** Problem statement **
In the listing below, find each line with the string "Chico" and return it.

--- START ---

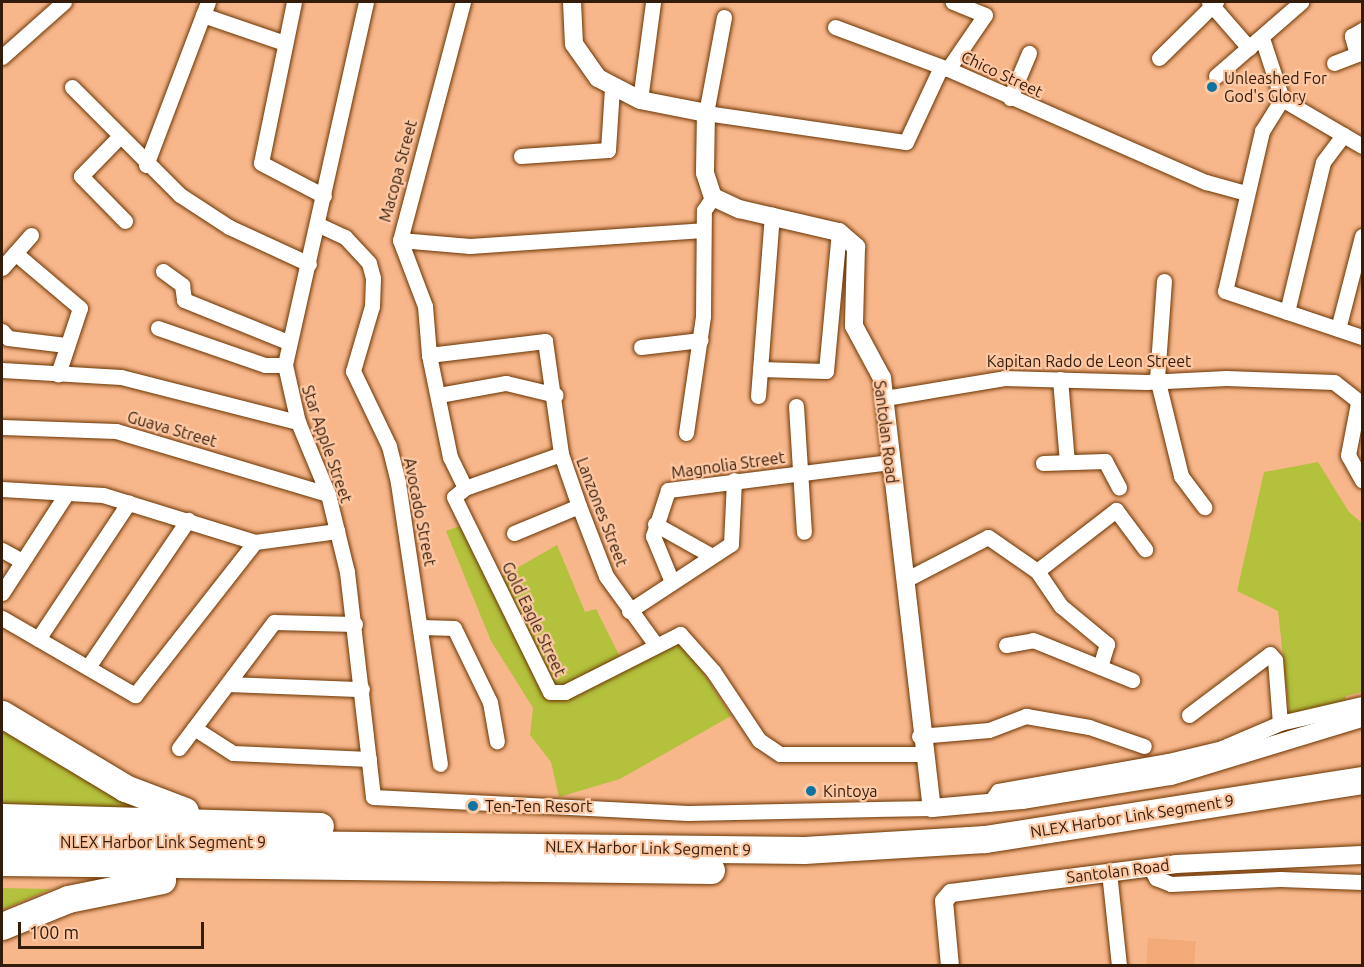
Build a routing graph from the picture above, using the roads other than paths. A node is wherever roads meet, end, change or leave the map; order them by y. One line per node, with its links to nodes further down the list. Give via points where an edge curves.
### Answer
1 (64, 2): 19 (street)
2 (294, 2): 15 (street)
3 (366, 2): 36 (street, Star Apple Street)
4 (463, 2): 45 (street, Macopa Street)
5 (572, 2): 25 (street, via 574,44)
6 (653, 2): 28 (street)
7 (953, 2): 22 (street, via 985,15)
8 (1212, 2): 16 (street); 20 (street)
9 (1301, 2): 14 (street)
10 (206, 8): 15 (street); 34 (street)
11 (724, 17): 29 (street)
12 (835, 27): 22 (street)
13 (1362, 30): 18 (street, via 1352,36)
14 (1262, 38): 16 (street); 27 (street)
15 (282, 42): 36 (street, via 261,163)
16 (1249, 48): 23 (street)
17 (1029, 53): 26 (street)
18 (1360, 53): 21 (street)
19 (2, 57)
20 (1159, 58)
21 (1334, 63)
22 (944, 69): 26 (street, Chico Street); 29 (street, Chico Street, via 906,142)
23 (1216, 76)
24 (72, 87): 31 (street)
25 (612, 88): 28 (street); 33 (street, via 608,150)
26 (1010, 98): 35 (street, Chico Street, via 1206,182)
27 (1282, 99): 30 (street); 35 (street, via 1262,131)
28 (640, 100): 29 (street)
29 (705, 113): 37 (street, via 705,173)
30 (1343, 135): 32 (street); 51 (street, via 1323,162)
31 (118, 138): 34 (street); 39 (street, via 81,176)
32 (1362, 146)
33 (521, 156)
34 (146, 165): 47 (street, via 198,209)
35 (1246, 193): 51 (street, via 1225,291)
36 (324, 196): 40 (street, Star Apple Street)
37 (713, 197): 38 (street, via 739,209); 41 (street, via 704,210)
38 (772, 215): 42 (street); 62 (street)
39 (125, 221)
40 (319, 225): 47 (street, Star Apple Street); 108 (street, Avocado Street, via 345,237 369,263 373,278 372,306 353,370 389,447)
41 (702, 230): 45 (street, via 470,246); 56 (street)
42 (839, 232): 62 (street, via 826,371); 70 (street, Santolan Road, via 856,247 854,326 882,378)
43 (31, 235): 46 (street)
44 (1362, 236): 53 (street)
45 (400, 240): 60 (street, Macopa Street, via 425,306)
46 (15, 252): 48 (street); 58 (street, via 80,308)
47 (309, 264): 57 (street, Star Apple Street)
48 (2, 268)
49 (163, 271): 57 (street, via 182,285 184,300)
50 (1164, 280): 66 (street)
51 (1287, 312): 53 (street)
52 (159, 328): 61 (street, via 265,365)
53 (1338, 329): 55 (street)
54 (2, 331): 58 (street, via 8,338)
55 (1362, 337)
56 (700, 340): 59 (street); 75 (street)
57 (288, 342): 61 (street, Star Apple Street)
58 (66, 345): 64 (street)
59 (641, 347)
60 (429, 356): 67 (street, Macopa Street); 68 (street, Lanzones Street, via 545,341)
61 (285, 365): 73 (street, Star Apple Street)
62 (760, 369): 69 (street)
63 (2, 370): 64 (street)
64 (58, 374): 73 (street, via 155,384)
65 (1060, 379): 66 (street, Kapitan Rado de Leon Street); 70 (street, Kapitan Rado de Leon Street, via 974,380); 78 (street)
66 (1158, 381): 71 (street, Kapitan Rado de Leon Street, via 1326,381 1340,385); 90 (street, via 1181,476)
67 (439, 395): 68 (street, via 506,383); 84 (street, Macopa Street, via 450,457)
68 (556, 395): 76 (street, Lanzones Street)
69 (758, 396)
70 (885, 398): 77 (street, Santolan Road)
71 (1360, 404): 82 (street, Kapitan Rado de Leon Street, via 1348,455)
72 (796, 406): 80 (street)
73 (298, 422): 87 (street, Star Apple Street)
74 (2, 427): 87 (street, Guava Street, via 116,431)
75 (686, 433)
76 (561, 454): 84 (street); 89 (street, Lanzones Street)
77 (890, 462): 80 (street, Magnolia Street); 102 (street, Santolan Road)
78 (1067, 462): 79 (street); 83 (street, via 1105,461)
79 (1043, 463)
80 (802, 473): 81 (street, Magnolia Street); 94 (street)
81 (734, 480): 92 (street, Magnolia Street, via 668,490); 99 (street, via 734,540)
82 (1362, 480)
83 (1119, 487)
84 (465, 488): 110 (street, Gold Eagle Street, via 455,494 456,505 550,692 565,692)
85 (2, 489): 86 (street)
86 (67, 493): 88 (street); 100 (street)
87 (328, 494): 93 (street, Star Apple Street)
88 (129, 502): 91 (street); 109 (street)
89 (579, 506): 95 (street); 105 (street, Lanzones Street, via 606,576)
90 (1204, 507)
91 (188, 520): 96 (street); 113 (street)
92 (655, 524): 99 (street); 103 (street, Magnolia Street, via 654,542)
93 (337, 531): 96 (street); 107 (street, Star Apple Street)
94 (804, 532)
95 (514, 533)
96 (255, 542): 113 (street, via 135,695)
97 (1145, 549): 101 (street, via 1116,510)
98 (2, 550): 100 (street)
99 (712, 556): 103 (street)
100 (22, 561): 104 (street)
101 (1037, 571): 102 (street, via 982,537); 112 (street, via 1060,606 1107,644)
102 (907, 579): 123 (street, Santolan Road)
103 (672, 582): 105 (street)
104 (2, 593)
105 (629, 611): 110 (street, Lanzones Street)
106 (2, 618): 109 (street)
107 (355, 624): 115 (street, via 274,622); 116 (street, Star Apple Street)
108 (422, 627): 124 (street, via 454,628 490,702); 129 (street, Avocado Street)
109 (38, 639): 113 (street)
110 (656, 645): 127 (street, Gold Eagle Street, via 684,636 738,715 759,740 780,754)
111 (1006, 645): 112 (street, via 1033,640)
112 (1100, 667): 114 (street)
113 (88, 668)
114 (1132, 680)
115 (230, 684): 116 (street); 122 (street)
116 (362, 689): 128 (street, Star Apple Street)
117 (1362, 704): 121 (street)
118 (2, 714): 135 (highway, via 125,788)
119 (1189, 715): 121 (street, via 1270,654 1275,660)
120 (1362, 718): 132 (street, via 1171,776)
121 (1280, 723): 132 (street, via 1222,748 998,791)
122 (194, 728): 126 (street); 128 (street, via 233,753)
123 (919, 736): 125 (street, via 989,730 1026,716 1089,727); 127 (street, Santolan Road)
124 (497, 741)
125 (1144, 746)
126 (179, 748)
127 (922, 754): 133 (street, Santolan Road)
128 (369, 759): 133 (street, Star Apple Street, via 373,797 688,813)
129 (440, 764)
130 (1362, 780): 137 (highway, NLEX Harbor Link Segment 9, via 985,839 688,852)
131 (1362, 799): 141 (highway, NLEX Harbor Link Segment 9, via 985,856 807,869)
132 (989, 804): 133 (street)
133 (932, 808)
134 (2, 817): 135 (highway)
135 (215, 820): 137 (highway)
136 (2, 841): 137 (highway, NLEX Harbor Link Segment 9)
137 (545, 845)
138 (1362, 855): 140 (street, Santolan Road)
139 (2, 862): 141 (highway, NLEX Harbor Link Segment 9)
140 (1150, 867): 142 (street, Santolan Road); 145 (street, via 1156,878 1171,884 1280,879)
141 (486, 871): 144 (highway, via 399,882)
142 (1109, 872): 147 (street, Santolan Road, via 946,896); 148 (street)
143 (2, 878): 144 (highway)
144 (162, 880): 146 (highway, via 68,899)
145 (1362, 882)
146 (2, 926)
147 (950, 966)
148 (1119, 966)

--- END ---

** Written answer **
22 (944, 69): 26 (street, Chico Street); 29 (street, Chico Street, via 906,142)
26 (1010, 98): 35 (street, Chico Street, via 1206,182)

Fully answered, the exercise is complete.